Before we can enter the benefit of an easement in the register, we must be sure that it subsists as a legal interest. You must, therefore, lodge evidence that the grantor had power to grant the easement; see Proving grantor’s power to make the grant. If the evidence produced is not conclusive that a legal interest exists, we may either omit the right or enter a qualification note to the entry.

If the easement is in specific terms and was granted over unregistered land that has since been registered, it may be necessary for a notice in respect of the easement to be entered in the register for the servient land at the same time as the benefit is entered in the register for the dominant land. However, you do not need to apply for this notice to be entered; we see to this as part of the first registration. We will usually serve notice on the registered proprietors of the servient land to inform them that the entry is being made in their registered title.

5.2 Subjective easements

We will automatically enter notice in the register of all easements, whether legal or equitable:

  • contained in the deeds and documents lodged with the application
  • revealed on form DI

6. Implied and prescriptive easements

Easements over registered land that have arisen by implied grant or reservation or prescription do not have to be completed by registration to take effect at law. In almost all cases, the easement will be an overriding interest (paragraph 3 of Schedule 3 to the Land Registration Act 2002).

An implied or prescriptive easement can be registered as appurtenant to the registered estate in the dominant land (rule 73A of the Land Registration Rules 2003).
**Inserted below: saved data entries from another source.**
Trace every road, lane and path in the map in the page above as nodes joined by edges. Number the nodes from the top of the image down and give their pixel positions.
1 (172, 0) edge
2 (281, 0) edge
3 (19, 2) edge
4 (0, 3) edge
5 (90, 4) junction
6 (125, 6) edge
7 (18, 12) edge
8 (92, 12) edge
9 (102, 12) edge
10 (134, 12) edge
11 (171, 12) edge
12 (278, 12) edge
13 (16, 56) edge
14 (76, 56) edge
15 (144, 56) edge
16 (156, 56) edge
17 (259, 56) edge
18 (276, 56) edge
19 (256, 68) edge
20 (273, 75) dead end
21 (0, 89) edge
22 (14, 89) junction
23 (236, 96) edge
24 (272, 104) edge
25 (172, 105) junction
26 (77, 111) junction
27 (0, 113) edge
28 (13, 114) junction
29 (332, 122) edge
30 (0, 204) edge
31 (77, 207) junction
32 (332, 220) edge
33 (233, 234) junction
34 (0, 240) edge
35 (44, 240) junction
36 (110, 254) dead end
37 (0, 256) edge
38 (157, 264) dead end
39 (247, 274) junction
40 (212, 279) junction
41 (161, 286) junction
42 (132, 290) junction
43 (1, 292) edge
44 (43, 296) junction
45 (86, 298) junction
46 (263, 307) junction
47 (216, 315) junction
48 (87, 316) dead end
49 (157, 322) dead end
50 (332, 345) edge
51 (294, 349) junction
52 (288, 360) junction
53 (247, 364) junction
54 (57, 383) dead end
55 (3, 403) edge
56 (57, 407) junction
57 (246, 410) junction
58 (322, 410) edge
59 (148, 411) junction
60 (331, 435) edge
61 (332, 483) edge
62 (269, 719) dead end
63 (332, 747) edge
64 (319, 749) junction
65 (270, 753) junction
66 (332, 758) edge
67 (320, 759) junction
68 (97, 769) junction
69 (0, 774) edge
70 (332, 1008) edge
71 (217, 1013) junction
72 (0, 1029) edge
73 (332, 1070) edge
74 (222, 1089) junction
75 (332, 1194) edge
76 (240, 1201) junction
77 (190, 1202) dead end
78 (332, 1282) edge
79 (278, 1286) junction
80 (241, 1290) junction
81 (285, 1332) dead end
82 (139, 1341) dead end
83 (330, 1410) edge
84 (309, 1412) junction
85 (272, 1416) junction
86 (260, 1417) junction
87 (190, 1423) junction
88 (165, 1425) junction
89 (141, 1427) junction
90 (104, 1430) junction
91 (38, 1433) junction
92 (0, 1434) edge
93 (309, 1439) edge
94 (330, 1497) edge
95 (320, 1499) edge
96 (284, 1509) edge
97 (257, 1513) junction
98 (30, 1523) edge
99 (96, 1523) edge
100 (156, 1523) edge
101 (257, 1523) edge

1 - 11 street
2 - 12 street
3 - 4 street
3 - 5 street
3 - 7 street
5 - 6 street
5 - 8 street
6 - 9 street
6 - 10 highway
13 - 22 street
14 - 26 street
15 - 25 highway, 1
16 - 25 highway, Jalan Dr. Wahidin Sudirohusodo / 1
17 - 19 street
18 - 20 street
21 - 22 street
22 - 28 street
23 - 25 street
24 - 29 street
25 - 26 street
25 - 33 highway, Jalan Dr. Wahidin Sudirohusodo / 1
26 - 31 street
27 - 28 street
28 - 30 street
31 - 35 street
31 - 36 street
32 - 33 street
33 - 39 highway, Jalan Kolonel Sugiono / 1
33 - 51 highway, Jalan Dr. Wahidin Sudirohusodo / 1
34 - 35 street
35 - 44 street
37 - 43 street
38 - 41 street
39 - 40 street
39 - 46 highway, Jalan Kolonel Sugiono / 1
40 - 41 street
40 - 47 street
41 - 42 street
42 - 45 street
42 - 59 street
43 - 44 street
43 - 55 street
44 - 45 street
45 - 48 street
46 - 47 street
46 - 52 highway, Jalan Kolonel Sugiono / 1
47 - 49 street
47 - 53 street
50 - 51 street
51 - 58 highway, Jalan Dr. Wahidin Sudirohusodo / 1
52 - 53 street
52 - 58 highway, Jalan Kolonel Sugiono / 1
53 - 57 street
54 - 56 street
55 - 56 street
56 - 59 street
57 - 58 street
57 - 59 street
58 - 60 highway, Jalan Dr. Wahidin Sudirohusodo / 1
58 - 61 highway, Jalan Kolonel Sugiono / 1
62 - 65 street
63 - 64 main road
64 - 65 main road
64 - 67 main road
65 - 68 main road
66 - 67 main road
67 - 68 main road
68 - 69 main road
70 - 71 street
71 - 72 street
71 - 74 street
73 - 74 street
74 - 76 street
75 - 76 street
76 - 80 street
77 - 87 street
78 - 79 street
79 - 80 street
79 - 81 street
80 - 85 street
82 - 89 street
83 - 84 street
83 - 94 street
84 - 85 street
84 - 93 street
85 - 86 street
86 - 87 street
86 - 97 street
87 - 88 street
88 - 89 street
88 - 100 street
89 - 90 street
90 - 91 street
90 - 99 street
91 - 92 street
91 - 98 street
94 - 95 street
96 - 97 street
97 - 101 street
An application under rule 73A in respect of an implied easement must be made in form AP1. Panel 5 of the form should:

  • make clear that the application is to register an implied easement under rule 73A of the Land Registration Rules 2003
  • identify the deed it is claimed the easement is implied into

The application should be accompanied by evidence that an implied easement has arisen, such as a court order, statutory declaration or statement of truth, and any necessary evidence of the grantor’s power to make the grant – see Proving grantor’s power to make the grant. We will usually serve notice on the servient owner in these cases.
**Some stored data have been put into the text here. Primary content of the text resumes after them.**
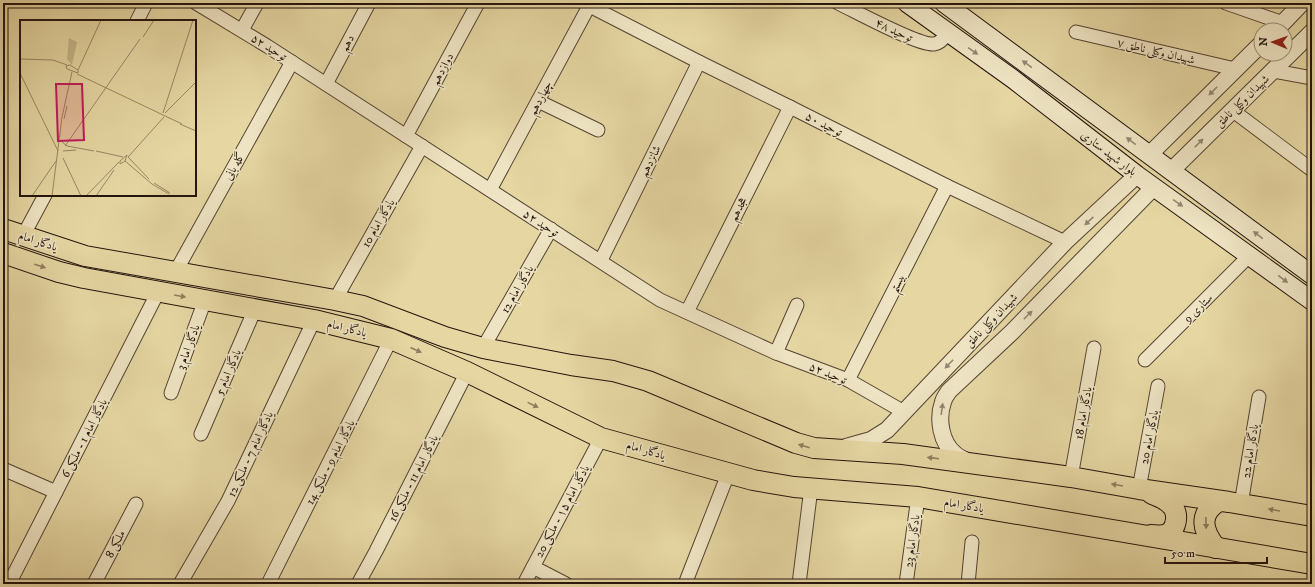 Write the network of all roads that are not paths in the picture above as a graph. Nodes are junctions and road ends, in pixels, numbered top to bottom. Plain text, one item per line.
1 (146, 3) edge
2 (196, 3) edge
3 (257, 3) edge
4 (369, 3) edge
5 (478, 3) edge
6 (838, 3) edge
7 (907, 3) edge
8 (944, 3) edge
9 (1226, 3) edge
10 (1302, 3) edge
11 (587, 4) edge
12 (960, 15) junction
13 (137, 20) edge
14 (1268, 22) edge
15 (1284, 22) edge
16 (242, 30) junction
17 (1076, 32) dead end
18 (1312, 32) edge
19 (948, 33) junction
20 (1253, 52) edge
21 (292, 62) junction
22 (699, 62) junction
23 (1235, 70) junction
24 (1274, 71) junction
25 (1312, 78) edge
26 (326, 84) junction
27 (538, 101) junction
28 (790, 107) junction
29 (1232, 110) junction
30 (598, 130) dead end
31 (406, 136) junction
32 (422, 146) junction
33 (1150, 155) junction
34 (1171, 170) junction
35 (1312, 170) edge
36 (1137, 175) junction
37 (947, 186) junction
38 (1154, 187) junction
39 (490, 190) junction
40 (44, 196) edge
41 (1108, 202) junction
42 (1122, 220) junction
43 (3, 229) edge
44 (551, 229) junction
45 (24, 236) junction
46 (1065, 242) junction
47 (3, 253) edge
48 (1250, 255) junction
49 (601, 260) junction
50 (176, 271) junction
51 (1312, 275) edge
52 (158, 292) junction
53 (205, 300) junction
54 (335, 300) junction
55 (1312, 301) edge
56 (797, 305) dead end
57 (255, 309) junction
58 (686, 312) junction
59 (314, 320) junction
60 (392, 339) junction
61 (483, 348) junction
62 (1094, 348) dead end
63 (776, 353) junction
64 (1145, 360) dead end
65 (467, 372) junction
66 (848, 380) junction
67 (1158, 386) dead end
68 (172, 393) dead end
69 (1258, 397) dead end
70 (904, 412) junction
71 (201, 434) dead end
72 (600, 438) junction
73 (835, 449) junction
74 (970, 463) junction
75 (3, 469) edge
76 (728, 474) junction
77 (1071, 477) junction
78 (811, 488) junction
79 (1139, 489) junction
80 (56, 492) junction
81 (918, 497) junction
82 (1219, 501) junction
83 (136, 504) dead end
84 (1241, 504) junction
85 (1309, 515) edge
86 (1145, 535) junction
87 (972, 542) dead end
88 (1216, 548) junction
89 (1312, 564) edge
90 (533, 567) junction
91 (692, 578) edge
92 (9, 584) edge
93 (94, 584) edge
94 (180, 584) edge
95 (268, 584) edge
96 (358, 584) edge
97 (524, 584) edge
98 (566, 584) edge
99 (685, 584) edge
100 (799, 584) edge
101 (906, 584) edge
102 (968, 584) edge

1 - 13 street
2 - 16 street, توحید ۵۲
3 - 16 street
4 - 26 street, دهم
5 - 31 street, دوازدهم
6 - 19 street, توحید ۴۸
7 - 19 main road, بلوار شهید ستاری
8 - 12 main road, بلوار شهید ستاری
9 - 14 street
10 - 15 street
11 - 22 street, توحید ۵۰
11 - 27 street, چهاردهم
12 - 19 main road
33 -> 12 main road, بلوار شهید ستاری
16 - 21 street, توحید ۵۲
17 - 23 street, شهیدان وکیلی ناطق ۷
18 - 24 street, شهیدان وکیلی ناطق
19 -> 36 main road, بلوار شهید ستاری
20 - 23 street
21 - 26 street, توحید ۵۲
21 - 50 street, گله بانی
22 - 28 street, توحید ۵۰
22 - 49 street, شانزدهم
23 -> 33 street
24 - 25 street
24 - 29 street, شهیدان وکیلی ناطق
26 - 31 street, توحید ۵۲
27 - 30 street
27 - 39 street, چهاردهم
28 - 37 street, توحید ۵۰
28 - 58 street, هجدهم
34 -> 29 street, شهیدان وکیلی ناطق
29 - 35 street
31 - 32 street, توحید ۵۲
32 - 39 street, توحید ۵۲
32 - 54 street, یادگار امام 10
33 - 34 main road, بلوار شهید ستاری
51 -> 34 main road, بلوار شهید ستاری
36 - 38 main road, بلوار شهید ستاری
36 - 41 street, شهیدان وکیلی ناطق
37 - 46 street, توحید ۵۰
37 - 66 street, بیستم
38 - 42 street, شهیدان وکیلی ناطق
38 -> 48 main road, بلوار شهید ستاری
39 - 44 street, توحید ۵۲
40 - 45 street
41 - 42 street
41 -> 46 street, شهیدان وکیلی ناطق
74 -> 42 street, شهیدان وکیلی ناطق
43 - 45 main road, یادگار امام
44 - 49 street, توحید ۵۲
44 - 61 street, یادگار امام 12
45 - 50 main road, یادگار امام
46 -> 70 street, شهیدان وکیلی ناطق
47 -> 52 main road, یادگار امام
48 -> 55 main road, بلوار شهید ستاری
48 - 64 street, ستاری 9
49 - 58 street, توحید ۵۲
50 - 54 main road, یادگار امام
52 -> 53 main road, یادگار امام
52 - 80 street, یادگار امام 1 - ملکی 6
53 - 57 main road, یادگار امام
53 - 68 street, یادگار امام 3
54 - 61 main road, یادگار امام
56 - 63 street
57 - 59 main road, یادگار امام
57 - 71 street, یادگار امام 5
58 - 63 street, توحید ۵۲
59 - 60 main road, یادگار امام
59 - 94 street, یادگار امام 7 - ملکی 12
60 -> 65 main road, یادگار امام
60 - 95 street, یادگار امام 9 - ملکی 14
73 -> 61 main road, یادگار امام
62 - 77 street, یادگار امام 18
63 - 66 street, توحید ۵۲
65 -> 72 main road, یادگار امام
65 - 96 street, یادگار امام 11 - ملکی 16
66 - 70 street, توحید ۵۲
67 - 79 street, یادگار امام 20
69 - 84 street, یادگار امام 22
70 - 73 street, شهیدان وکیلی ناطق
72 - 76 main road, یادگار امام
72 - 90 street, یادگار امام ۱۵ - ملکی 20
74 -> 73 main road, یادگار امام
74 - 77 main road, یادگار امام
75 - 80 street
76 - 78 main road, یادگار امام
76 - 91 street
79 -> 77 main road, یادگار امام
78 - 81 main road, یادگار امام
78 - 100 street
79 - 82 main road, یادگار امام
79 - 86 main road
80 - 92 street, یادگار امام 1 - ملکی 6
81 - 86 main road, یادگار امام
81 - 101 street, یادگار امام 23
82 - 84 main road, یادگار امام
82 -> 88 main road
83 - 93 street, ملکی 8
85 -> 84 main road, یادگار امام
86 - 88 main road, یادگار امام
87 - 102 street
88 - 89 main road, یادگار امام
90 - 97 street, یادگار امام ۱۵ - ملکی 20
90 - 98 street
91 - 99 street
If land that is the subject of an application for first registration has the benefit of an implied easement, you should include the evidence mentioned above and explain the circumstances in a covering letter.

Where an implied or prescriptive easement is registered as appurtenant to a registered estate and the servient land is registered, we will enter a notice in the register for the servient land at the same time.

Where the easement has arisen by prescription, see practice guide 52: easements claimed by prescription.

To find out what happens to documents submitted with application forms, see Retention of documents lodged with applications.

7. Proving grantor’s power to make the grant

To find out what happens to documents submitted with application forms, see Retention of documents lodged with applications.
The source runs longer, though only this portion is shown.